### ASSIGNMENT:
Count the lines below with the string "Left" in them. Only the number should be given.

### DATA FOR REVIEW:

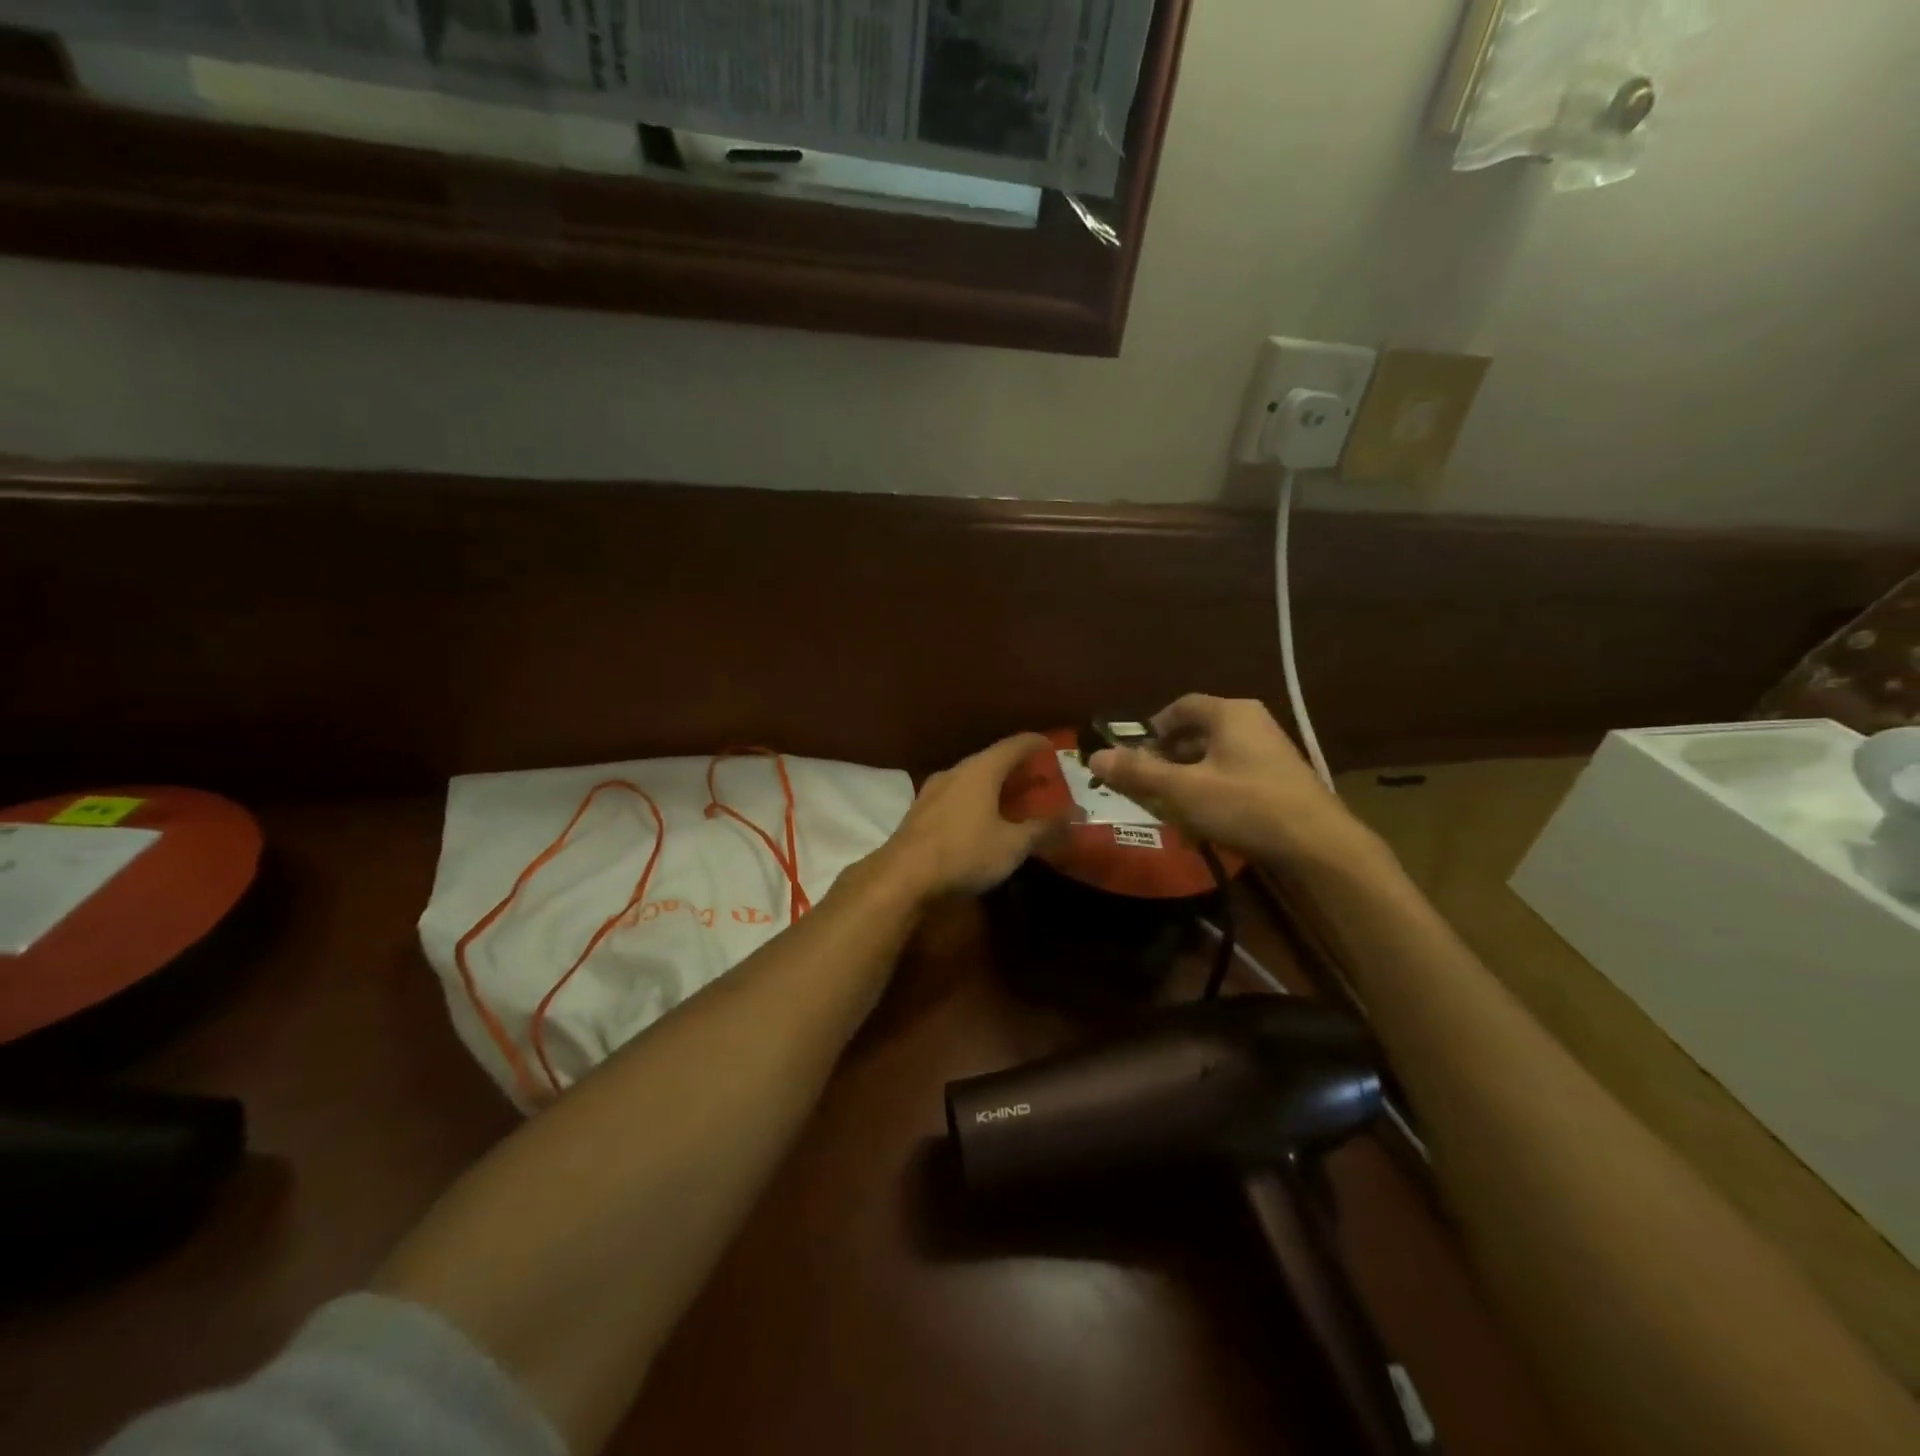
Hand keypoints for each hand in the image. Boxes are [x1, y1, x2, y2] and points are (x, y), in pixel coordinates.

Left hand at [880, 733, 1066, 898]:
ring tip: (1013, 799)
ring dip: (994, 785)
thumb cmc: (964, 852)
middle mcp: (956, 771)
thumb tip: (1076, 816)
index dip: (1037, 744)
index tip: (1053, 747)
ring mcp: (933, 790)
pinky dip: (976, 800)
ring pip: (971, 778)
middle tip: (1039, 780)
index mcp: (981, 770)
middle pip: (991, 760)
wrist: (902, 876)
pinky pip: (957, 796)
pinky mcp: (921, 811)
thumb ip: (1045, 828)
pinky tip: (982, 819)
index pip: (1015, 744)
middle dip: (1017, 768)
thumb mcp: (1013, 845)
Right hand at [1088, 695, 1359, 866]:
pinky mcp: (1280, 778)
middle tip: (1146, 782)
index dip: (1152, 728)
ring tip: (1171, 803)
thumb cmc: (1246, 806)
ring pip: (1215, 755)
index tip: (1133, 754)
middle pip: (1197, 731)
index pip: (1180, 707)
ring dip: (1187, 775)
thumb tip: (1094, 757)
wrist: (1319, 845)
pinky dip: (1211, 787)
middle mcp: (1252, 723)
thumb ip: (1138, 772)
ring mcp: (1270, 751)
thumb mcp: (1183, 790)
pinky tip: (1204, 817)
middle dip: (1167, 756)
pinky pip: (1233, 773)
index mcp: (1230, 714)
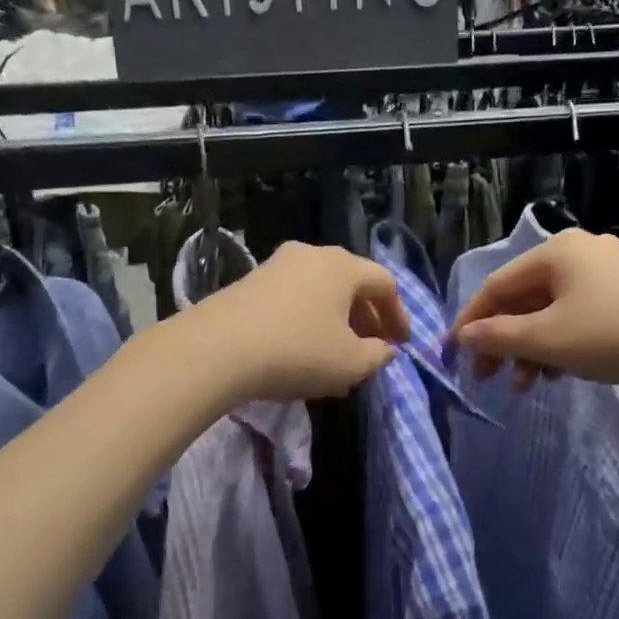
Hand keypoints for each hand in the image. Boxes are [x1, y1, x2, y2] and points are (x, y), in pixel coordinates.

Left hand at [188, 241, 409, 402]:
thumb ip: (377, 355)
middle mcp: (311, 255)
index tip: (402, 345)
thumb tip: (384, 349)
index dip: (399, 315)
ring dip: (336, 321)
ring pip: (320, 291)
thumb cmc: (297, 351)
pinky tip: (303, 350)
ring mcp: (276, 265)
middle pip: (351, 283)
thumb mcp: (350, 363)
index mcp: (342, 266)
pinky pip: (294, 298)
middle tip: (373, 348)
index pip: (384, 284)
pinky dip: (308, 320)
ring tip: (338, 355)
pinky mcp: (250, 283)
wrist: (216, 349)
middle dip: (367, 318)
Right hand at [450, 228, 618, 390]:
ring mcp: (610, 270)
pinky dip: (563, 341)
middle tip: (489, 378)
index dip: (470, 322)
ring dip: (533, 347)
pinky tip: (561, 371)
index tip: (453, 356)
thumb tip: (464, 336)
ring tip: (527, 385)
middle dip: (503, 341)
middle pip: (524, 298)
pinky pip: (580, 314)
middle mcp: (580, 252)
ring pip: (553, 309)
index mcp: (555, 252)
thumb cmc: (616, 334)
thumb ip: (499, 337)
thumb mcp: (549, 339)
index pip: (496, 286)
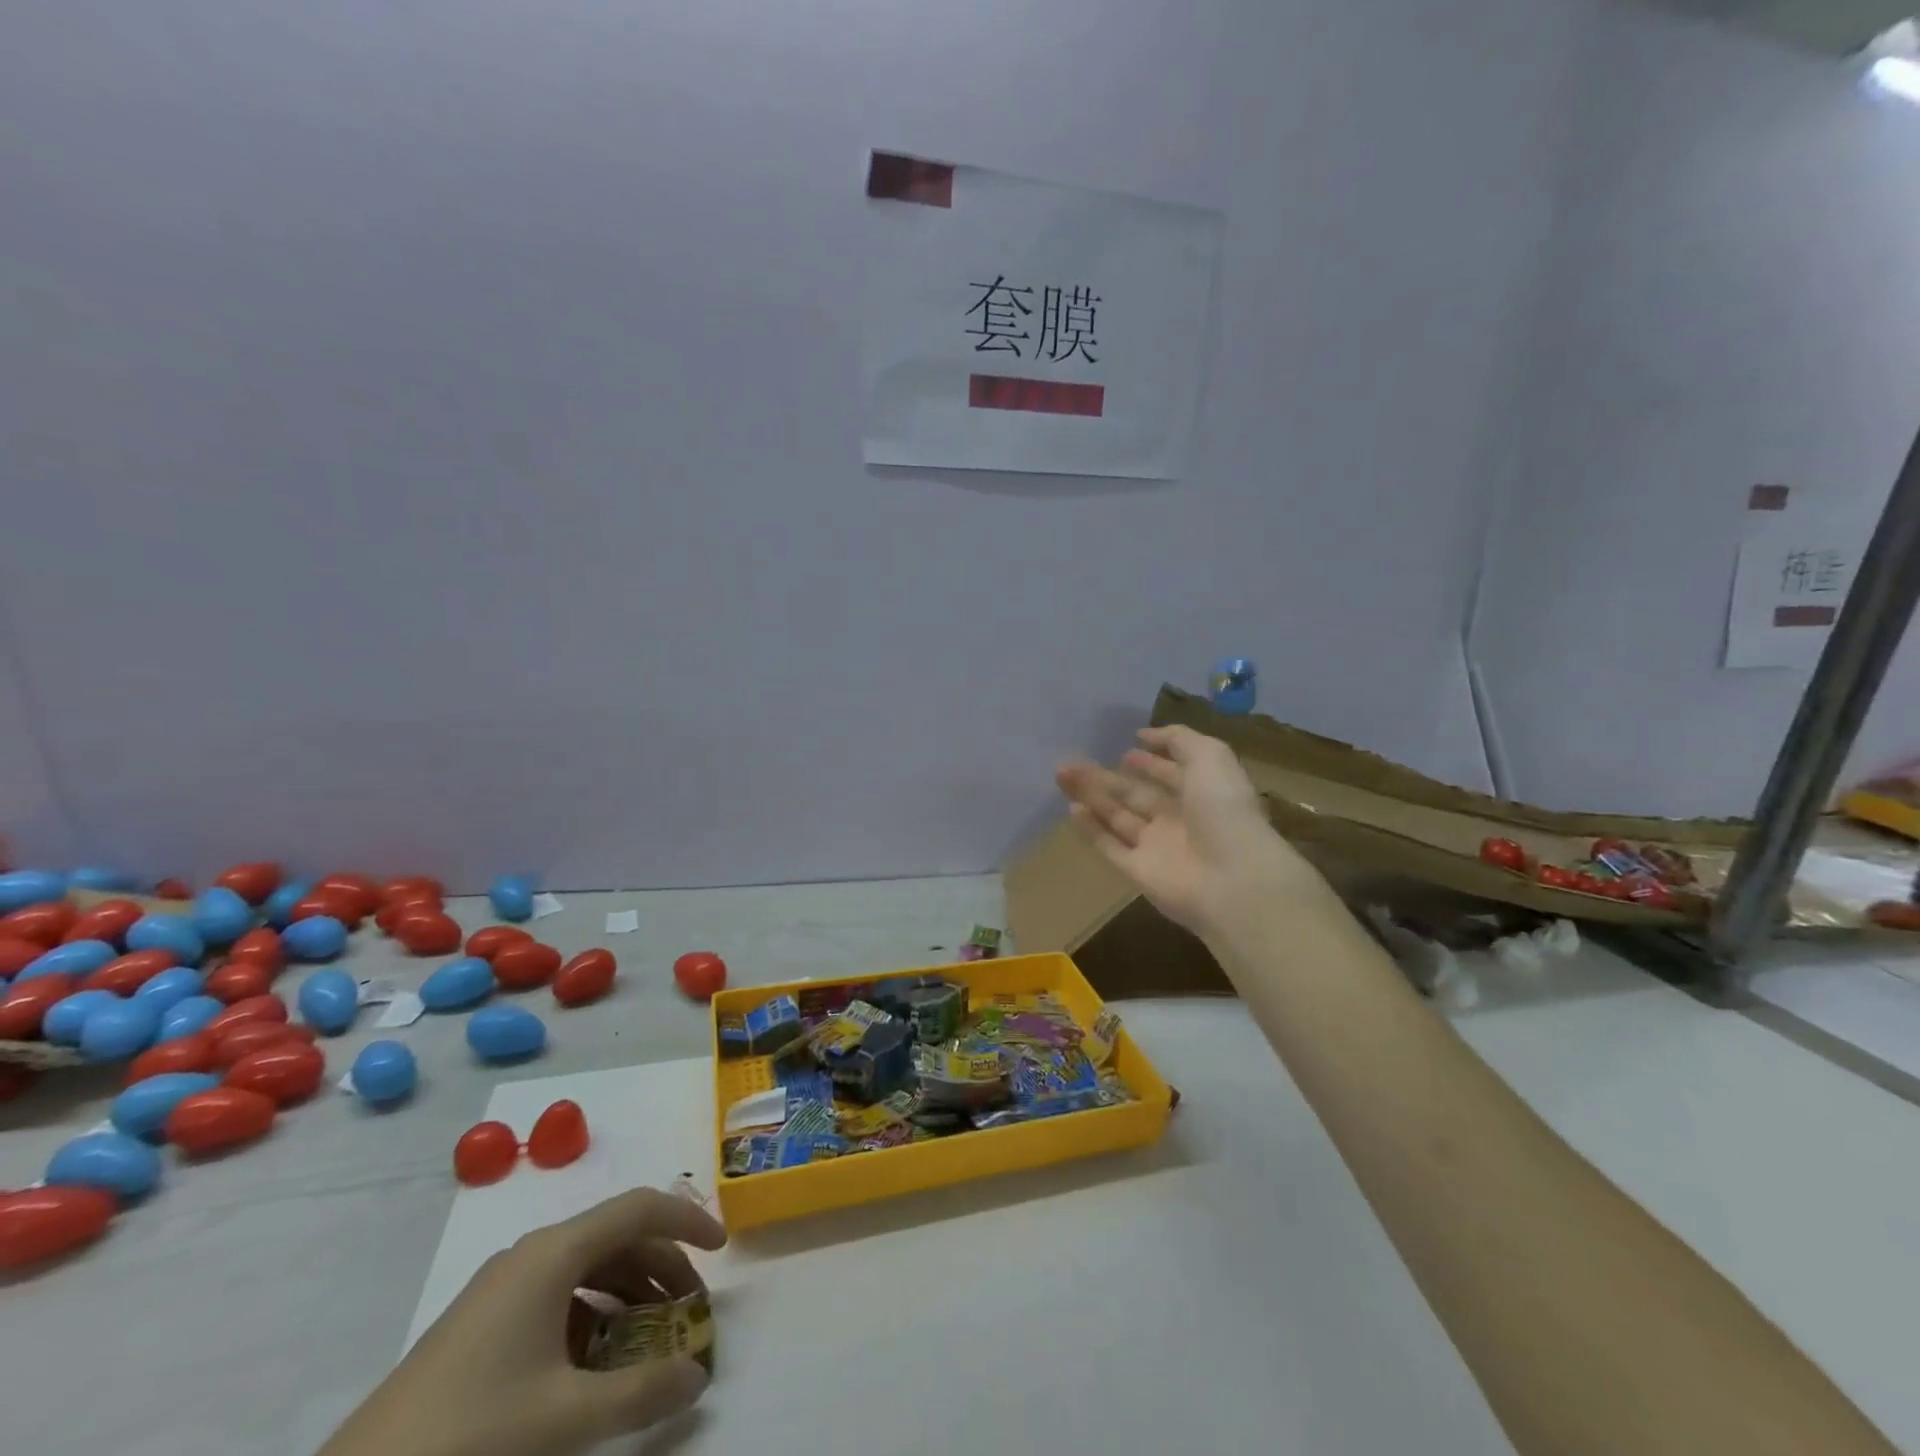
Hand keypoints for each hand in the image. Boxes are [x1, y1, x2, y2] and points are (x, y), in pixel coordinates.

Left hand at [320, 1189, 727, 1455]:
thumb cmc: (471, 1433)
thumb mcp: (565, 1419)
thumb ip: (641, 1394)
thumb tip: (697, 1376)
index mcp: (553, 1253)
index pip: (639, 1208)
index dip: (688, 1220)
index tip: (723, 1250)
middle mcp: (532, 1255)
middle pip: (617, 1236)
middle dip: (663, 1265)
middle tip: (692, 1309)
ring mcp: (502, 1288)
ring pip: (587, 1267)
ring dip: (629, 1292)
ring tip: (651, 1336)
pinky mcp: (482, 1324)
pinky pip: (557, 1297)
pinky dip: (592, 1316)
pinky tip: (595, 1364)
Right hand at [1055, 725, 1319, 939]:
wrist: (1231, 879)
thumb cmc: (1224, 810)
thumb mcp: (1210, 757)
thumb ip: (1178, 739)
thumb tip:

### WRITTEN SOLUTION:
3